Die großen Vulkane Ecuadors, es sind schon gewaltige Berge. Mit 6.310 Meter überragt der Cimborazo völlig freistehend seine Umgebung um mehr als 3.000 Höhenmetern. Ein leichter Dunst verstärkt das Leuchten der Gletscher und Neuschneeflächen. Der Carihuayrazo, mit seinen 5.020 Metern auch kein Kleiner - hier nur Staffage am Rande. Später der vollkommene Kegel des Antisana mit der gezackten Gipfellinie, seiner "Krone". Und dann der ausbrechende Tungurahua.

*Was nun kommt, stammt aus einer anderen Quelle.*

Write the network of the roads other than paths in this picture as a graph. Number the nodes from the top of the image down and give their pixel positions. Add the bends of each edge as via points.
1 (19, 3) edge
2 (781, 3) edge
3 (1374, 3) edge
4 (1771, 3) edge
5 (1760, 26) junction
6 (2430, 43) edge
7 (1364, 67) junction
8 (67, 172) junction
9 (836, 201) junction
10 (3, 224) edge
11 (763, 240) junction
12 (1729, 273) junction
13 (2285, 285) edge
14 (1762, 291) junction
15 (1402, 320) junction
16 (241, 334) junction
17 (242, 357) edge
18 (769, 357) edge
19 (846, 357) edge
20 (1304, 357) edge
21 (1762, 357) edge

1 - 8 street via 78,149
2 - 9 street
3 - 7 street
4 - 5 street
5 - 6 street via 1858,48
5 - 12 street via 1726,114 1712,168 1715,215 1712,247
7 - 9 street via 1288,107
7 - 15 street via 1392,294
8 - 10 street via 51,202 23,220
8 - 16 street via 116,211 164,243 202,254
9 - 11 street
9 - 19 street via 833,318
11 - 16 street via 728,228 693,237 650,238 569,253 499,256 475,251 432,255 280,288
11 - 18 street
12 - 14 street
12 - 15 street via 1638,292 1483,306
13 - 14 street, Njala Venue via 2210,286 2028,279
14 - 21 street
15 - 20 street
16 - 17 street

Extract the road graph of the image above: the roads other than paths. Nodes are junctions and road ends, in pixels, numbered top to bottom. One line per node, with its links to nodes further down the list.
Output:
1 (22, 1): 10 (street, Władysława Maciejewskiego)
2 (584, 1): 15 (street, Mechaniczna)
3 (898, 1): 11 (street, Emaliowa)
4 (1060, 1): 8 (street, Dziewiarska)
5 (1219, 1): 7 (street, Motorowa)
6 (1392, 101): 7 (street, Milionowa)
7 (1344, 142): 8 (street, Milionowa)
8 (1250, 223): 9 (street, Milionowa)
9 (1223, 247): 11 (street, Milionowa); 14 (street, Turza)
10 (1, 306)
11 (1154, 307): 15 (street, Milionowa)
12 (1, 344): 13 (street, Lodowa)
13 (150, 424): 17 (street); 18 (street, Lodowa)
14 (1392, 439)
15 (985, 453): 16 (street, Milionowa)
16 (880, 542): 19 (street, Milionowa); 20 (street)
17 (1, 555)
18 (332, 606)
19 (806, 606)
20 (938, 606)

Draußen zieht eine weiträumige Mittelgebirgslandschaft vorbei, mit Dörfern und dem Flickenteppich der Weiden und Felder. Wir kommen immer näher an den Dampf und Asche speienden Tungurahua. Die Straße ist erst seit wenigen Tagen wieder offen. Ausgelöst vom Wasser der abschmelzenden Gletscherhaube hatte sie eine Mure metertief verschüttet. Kurz vor Baños auf der Brücke über den Rio Pastaza: Eingerahmt von den Schluchtwänden des Flusses, der qualmende Berg. Die Dampfsäule mehr als 1.000 m hoch - unendlich fern und doch hautnah. Wenn der jetzt ausbricht und einen seiner gigantischen Lahares entläßt, können wir unsere Auferstehung zum Jüngsten Gericht vergessen. Uns fände weder Tod noch Teufel. Die Apokalypse ereilte uns in 5 bis 10 Minuten. Das ist auch die Zeit die den Menschen in Baños bliebe höher gelegene Gebiete zu erreichen. In den Straßen weisen Pfeile die schnellsten Fluchtwege. Im Ort herrscht Alarmstufe orange. Es gibt nach oben nur noch die Stufe rot: Er bricht aus, nutzt eure paar Minuten. Das scheint aber niemanden zu stören. Alles ist voller Menschen, das Thermalbad quillt förmlich über. Das Städtchen steht auf der verfestigten Oberfläche einer alten Schlammlawine.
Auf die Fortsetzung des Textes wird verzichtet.